→ Instructions for the task
Give back each line of the listing below that contains the string "nodes".

→ Data section
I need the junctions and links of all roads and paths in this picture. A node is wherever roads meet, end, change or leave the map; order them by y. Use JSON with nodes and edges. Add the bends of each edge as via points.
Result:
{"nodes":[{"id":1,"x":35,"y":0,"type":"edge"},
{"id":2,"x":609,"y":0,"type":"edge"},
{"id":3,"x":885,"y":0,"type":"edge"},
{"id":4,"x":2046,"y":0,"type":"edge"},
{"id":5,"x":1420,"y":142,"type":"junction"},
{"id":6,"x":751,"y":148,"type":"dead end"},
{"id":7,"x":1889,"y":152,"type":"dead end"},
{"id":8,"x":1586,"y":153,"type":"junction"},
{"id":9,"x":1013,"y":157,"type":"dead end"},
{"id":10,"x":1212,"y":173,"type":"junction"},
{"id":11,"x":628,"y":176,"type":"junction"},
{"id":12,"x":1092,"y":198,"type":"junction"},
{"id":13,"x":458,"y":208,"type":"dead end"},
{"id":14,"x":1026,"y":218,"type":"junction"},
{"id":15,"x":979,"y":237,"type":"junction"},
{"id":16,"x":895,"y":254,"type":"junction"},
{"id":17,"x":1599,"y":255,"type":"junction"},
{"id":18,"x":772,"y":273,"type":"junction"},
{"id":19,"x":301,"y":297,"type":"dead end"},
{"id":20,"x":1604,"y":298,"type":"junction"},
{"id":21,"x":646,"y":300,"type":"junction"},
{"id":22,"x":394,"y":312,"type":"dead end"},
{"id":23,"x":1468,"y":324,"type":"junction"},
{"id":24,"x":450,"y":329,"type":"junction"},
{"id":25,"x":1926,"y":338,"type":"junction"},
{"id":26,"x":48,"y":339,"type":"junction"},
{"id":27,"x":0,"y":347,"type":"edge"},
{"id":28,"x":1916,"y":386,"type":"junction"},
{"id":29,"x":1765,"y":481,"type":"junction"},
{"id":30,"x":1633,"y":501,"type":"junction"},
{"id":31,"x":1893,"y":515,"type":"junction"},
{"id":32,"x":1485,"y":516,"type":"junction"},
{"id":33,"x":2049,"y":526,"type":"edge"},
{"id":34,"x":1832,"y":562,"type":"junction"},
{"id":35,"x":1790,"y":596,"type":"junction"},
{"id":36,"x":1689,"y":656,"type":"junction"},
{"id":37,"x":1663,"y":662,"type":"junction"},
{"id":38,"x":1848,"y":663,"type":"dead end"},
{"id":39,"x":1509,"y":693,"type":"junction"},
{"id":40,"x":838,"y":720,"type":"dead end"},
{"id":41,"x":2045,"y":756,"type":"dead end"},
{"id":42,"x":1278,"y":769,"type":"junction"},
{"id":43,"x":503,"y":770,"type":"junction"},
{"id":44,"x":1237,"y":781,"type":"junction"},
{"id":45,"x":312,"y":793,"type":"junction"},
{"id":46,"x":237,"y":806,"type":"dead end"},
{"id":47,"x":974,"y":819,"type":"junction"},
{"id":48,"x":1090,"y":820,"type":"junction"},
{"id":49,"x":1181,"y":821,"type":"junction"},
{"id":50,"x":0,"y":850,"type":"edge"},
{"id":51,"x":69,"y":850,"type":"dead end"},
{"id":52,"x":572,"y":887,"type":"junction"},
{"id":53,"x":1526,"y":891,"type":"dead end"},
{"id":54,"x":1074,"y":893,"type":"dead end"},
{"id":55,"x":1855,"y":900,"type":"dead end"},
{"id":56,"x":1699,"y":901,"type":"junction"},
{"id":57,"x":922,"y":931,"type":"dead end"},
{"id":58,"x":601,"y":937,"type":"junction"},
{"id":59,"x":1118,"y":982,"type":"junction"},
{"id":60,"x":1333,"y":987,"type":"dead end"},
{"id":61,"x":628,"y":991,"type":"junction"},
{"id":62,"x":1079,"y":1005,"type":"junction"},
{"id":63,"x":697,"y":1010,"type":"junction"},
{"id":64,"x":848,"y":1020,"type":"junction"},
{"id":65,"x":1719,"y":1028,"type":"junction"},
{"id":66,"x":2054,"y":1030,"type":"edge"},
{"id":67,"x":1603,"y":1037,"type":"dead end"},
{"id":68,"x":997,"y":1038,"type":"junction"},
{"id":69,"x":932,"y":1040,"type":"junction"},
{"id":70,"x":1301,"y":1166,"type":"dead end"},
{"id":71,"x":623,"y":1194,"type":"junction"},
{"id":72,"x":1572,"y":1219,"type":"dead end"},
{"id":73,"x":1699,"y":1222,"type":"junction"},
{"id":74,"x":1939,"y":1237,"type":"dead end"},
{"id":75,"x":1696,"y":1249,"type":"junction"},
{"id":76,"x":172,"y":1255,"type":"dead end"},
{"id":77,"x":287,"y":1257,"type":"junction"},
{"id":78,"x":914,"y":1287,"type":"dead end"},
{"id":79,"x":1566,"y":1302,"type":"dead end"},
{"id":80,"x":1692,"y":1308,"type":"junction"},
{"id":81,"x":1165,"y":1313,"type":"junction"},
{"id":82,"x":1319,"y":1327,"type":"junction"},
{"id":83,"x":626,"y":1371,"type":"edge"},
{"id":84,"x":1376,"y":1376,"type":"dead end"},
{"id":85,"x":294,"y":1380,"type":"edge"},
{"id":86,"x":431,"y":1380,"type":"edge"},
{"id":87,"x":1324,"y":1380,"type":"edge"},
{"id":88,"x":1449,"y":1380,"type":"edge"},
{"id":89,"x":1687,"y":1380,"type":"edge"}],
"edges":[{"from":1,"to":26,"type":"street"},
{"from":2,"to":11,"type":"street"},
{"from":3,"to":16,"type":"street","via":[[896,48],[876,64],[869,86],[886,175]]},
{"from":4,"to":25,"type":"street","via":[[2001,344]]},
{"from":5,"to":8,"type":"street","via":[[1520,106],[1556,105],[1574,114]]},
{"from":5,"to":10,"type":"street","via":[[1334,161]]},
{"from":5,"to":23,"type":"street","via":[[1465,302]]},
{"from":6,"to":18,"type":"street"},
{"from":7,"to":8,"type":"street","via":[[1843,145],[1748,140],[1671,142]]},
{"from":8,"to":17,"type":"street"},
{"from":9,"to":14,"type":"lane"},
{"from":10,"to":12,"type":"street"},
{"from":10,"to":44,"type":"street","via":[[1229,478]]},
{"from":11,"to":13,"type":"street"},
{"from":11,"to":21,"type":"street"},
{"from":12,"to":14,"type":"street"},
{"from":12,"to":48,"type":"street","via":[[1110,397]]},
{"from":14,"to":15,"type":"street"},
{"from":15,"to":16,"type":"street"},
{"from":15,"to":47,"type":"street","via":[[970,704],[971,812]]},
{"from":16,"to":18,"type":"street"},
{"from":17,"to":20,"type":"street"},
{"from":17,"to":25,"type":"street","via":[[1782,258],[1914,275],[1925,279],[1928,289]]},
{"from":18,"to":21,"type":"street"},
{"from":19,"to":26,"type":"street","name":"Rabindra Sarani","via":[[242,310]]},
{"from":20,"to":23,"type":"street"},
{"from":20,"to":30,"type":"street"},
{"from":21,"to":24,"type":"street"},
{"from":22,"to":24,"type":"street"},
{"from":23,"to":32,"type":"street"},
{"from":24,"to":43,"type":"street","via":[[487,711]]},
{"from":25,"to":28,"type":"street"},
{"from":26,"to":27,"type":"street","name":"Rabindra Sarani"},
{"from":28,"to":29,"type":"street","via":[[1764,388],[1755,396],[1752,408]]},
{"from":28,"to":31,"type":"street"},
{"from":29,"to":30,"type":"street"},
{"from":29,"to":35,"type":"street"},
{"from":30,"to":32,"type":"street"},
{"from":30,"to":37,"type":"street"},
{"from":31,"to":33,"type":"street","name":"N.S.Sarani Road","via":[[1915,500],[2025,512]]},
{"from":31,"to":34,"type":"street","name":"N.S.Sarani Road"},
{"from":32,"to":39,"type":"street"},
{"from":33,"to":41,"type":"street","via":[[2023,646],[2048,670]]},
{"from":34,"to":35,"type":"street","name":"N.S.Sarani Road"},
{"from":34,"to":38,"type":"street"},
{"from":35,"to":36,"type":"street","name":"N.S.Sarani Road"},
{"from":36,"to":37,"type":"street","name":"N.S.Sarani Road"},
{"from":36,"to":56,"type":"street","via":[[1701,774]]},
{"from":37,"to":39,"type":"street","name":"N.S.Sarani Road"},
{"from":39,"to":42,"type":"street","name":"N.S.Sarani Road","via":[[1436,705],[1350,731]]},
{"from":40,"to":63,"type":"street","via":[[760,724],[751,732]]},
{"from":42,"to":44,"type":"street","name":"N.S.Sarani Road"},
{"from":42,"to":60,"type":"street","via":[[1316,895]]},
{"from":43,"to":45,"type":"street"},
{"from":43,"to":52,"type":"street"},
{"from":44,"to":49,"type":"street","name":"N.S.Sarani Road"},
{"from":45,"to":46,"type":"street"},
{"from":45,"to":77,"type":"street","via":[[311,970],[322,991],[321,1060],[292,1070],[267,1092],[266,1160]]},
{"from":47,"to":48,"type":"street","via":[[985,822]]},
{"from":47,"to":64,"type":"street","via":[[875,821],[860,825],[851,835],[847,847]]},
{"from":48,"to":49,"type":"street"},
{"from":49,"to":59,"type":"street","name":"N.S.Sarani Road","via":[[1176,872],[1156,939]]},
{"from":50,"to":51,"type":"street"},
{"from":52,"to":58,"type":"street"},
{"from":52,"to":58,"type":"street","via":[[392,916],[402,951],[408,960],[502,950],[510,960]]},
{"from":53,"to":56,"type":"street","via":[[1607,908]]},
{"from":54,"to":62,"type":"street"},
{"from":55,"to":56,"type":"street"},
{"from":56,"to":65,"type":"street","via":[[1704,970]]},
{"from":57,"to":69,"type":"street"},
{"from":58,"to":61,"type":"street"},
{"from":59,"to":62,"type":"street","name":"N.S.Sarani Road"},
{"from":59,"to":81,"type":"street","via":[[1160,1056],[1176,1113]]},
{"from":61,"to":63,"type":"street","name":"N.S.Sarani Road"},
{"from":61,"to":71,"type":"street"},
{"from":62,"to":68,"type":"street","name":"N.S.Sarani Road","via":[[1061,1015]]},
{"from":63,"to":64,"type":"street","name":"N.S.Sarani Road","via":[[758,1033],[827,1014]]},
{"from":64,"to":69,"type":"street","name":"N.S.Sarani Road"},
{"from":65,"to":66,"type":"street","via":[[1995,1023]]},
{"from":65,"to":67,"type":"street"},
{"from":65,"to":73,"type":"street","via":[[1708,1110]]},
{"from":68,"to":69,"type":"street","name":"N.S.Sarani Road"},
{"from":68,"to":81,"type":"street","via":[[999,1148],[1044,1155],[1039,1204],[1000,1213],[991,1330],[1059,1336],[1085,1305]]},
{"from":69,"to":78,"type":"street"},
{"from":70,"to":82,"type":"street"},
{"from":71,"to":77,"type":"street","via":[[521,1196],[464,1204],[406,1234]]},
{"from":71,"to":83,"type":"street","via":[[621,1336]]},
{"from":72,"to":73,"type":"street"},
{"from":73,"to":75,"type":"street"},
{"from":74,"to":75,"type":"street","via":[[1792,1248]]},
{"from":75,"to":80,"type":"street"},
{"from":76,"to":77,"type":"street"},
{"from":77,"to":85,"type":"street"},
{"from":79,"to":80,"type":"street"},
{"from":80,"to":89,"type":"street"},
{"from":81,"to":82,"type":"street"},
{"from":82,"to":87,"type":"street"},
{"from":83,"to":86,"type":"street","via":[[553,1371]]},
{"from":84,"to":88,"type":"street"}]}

→ Task output
I need the junctions and links of all roads and paths in this picture. A node is wherever roads meet, end, change or leave the map; order them by y. Use JSON with nodes and edges. Add the bends of each edge as via points.
{"nodes":[{"id":1,"x":35,"y":0,"type":"edge"},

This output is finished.